Rex takut terhadap teriakan warga yang terlanjur percaya bahwa ia pembunuh. Sebongkah batu mengenai kepalanya yang besar, darah segar mengalir. Tangan mungilnya berusaha mengusap mata yang menangis, namun tak sampai. Sesenggukan Rex, melolong seperti suara anak sapi.

“Dasar pembawa sial!”

“Rex itu kutukan!”

“Pembunuh tak berperasaan!”

Hati sesepuh Nyinyi sakit mendengar kata-kata itu. ia tak kuasa membendung amarah warga. Maka yang bisa ia lakukan adalah berbicara kepada penyidik. Menceritakan segalanya yang ia tahu tentang Rex.

Gagal. Si penyidik sama saja seperti warga lain. Mereka enggan untuk menyelidiki kembali kasus pembunuhan ini. Karena bukti yang mereka dapat sudah lengkap dan semua mengarah ke Rex. Yang sangat memberatkan adalah, ada noda darah di telapak mungil Rex. Cocok dengan darah si pemuda.

Jadilah Rex dikurung dalam kerangkeng besi. Digantung di atas pohon. Hukumannya tak hanya itu, warga merubuhkan rumah kayunya dengan alat berat. Sesepuh Nyinyi marah besar, namun tak digubris oleh warga.

Rex sesekali diturunkan untuk diberi makan oleh Sesepuh Nyinyi. Ia menangis acapkali melakukannya. “Akan kucarikan keadilan untukmu. Walau sampai ke ujung dunia.”

Kasih sayang yang diberikan Sesepuh Nyinyi menyentuh hati Rex. Ya, Rex juga punya hati. Itulah pertama kalinya Rex berucap. “Panggilkan Penyihir Putih Warugan.”
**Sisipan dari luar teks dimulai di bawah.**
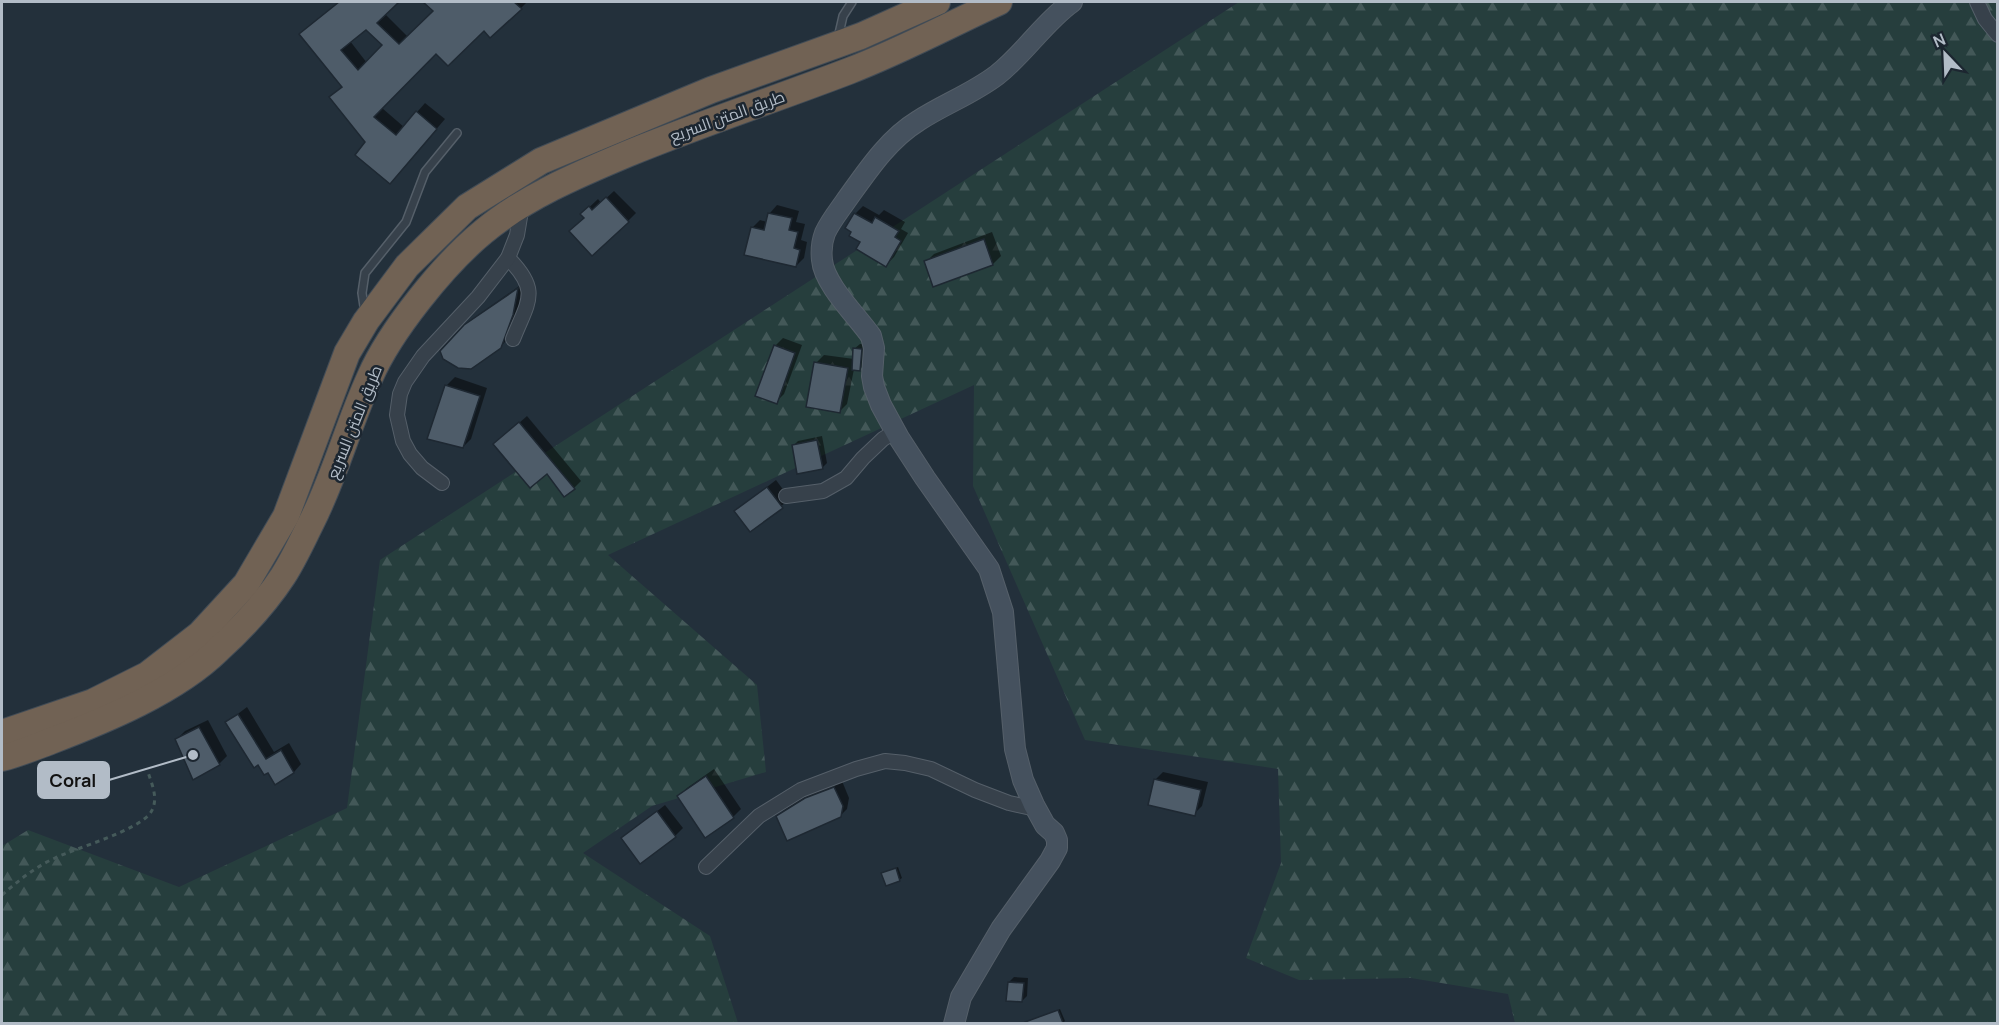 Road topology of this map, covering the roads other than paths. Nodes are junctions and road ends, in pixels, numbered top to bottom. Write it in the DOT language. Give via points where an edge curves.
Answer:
graph roads {
  1 [pos="852,2"];
  2 [pos="937,2"];
  3 [pos="999,2"];
  4 [pos="1072,2"];
  5 [pos="1977,2"];
  6 [pos="1998,35"];
  7 [pos="836,45"];
  8 [pos="457,133"];
  9 [pos="522,205"];
  10 [pos="508,258"];
  11 [pos="366,321"];
  12 [pos="513,339"];
  13 [pos="896,431"];
  14 [pos="442,483"];
  15 [pos="786,496"];
  16 [pos="2,733"];
  17 [pos="2,758"];
  18 [pos="1036,809"];
  19 [pos="706,867"];
  20 [pos="954,1023"];
  1 -- 7 [label="lane" via="843,16"];
  2 -- 7 [label="highway, طريق المتن السريع"];
  3 -- 9 [label="highway, طريق المتن السريع" via="886,56 591,169"];
  4 -- 13 [label="street" via="999,74 917,121 889,145 825,232 822,260 826,275 871,336 874,387"];
  5 -- 6 [label="street"];
  7 -- 11 [label="highway, طريق المتن السريع" via="711,90 541,161 467,207 407,266"];
  8 -- 11 [label="lane" via="425,172 406,222 365,273 362,293"];
  9 -- 10 [label="street"];
  9 -- 17 [label="highway, طريق المتن السريع" via="484,231 456,258 404,320 371,373 312,522 282,577 217,652 175,682 123,711"];
  10 -- 12 [label="street" via="523,272 530,294"];
  10 -- 14 [label="street" via="423,356 400,394 397,415 403,441 422,468"];
  11 -- 16 [label="highway, طريق المتن السريع" via="347,352 286,516 246,584 200,633 147,675 93,702"];
  13 -- 15 [label="street" via="883,439 846,478 823,491"];
  13 -- 18 [label="street" via="989,569 1003,612 1015,749"];
  18 -- 19 [label="street" via="975,790 931,769 885,761 801,790 759,816"];
  18 -- 20 [label="street" via="1054,833 1057,848 1001,929 961,997"];
}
Sesepuh Nyinyi awalnya kaget, “bagaimana aku memanggilnya? Aku tak tahu siapa dia.”

Tangan mungil Rex menunjuk kalung bandul batu di lehernya. “Batu ini.”

Sesepuh Nyinyi mencabut kalung itu dari leher Rex. Ia memencet batu itu. Segaris cahaya muncul menembus hutan. Cahaya putih gemilang.

Sehari setelah malam itu, sesosok pria jangkung berjubah putih dengan topi kerucut, berjanggut panjang sepinggang, membawa tongkat putih mendatangi desa. Semua orang terheran-heran. Ia berteriak. “Semua warga kumpul di hutan! Sekarang!”

Suaranya menggelegar, mensugesti semua warga untuk mematuhinya. Bahkan para komplotan pun tak kuasa menolak. “Siapa kau?”

“Tak penting siapa aku. Yang terpenting adalah kebenaran. Kalian semua bedebah telah melakukan kesalahan besar. Dan kalian akan mendapatkan akibatnya.”

Sesepuh Nyinyi keluar dari rumah, “itukah Penyihir Putih Warugan?” tanyanya kepada diri sendiri. “sepertinya betul.” Ia lalu berlari mendekati penyihir itu.

“Ah, Nyinyi, lama tak jumpa.”

“Apa aku mengenalmu?”

“Ya, di kehidupan yang lalu. Nah, sekarang mari kita selamatkan sahabat kita.”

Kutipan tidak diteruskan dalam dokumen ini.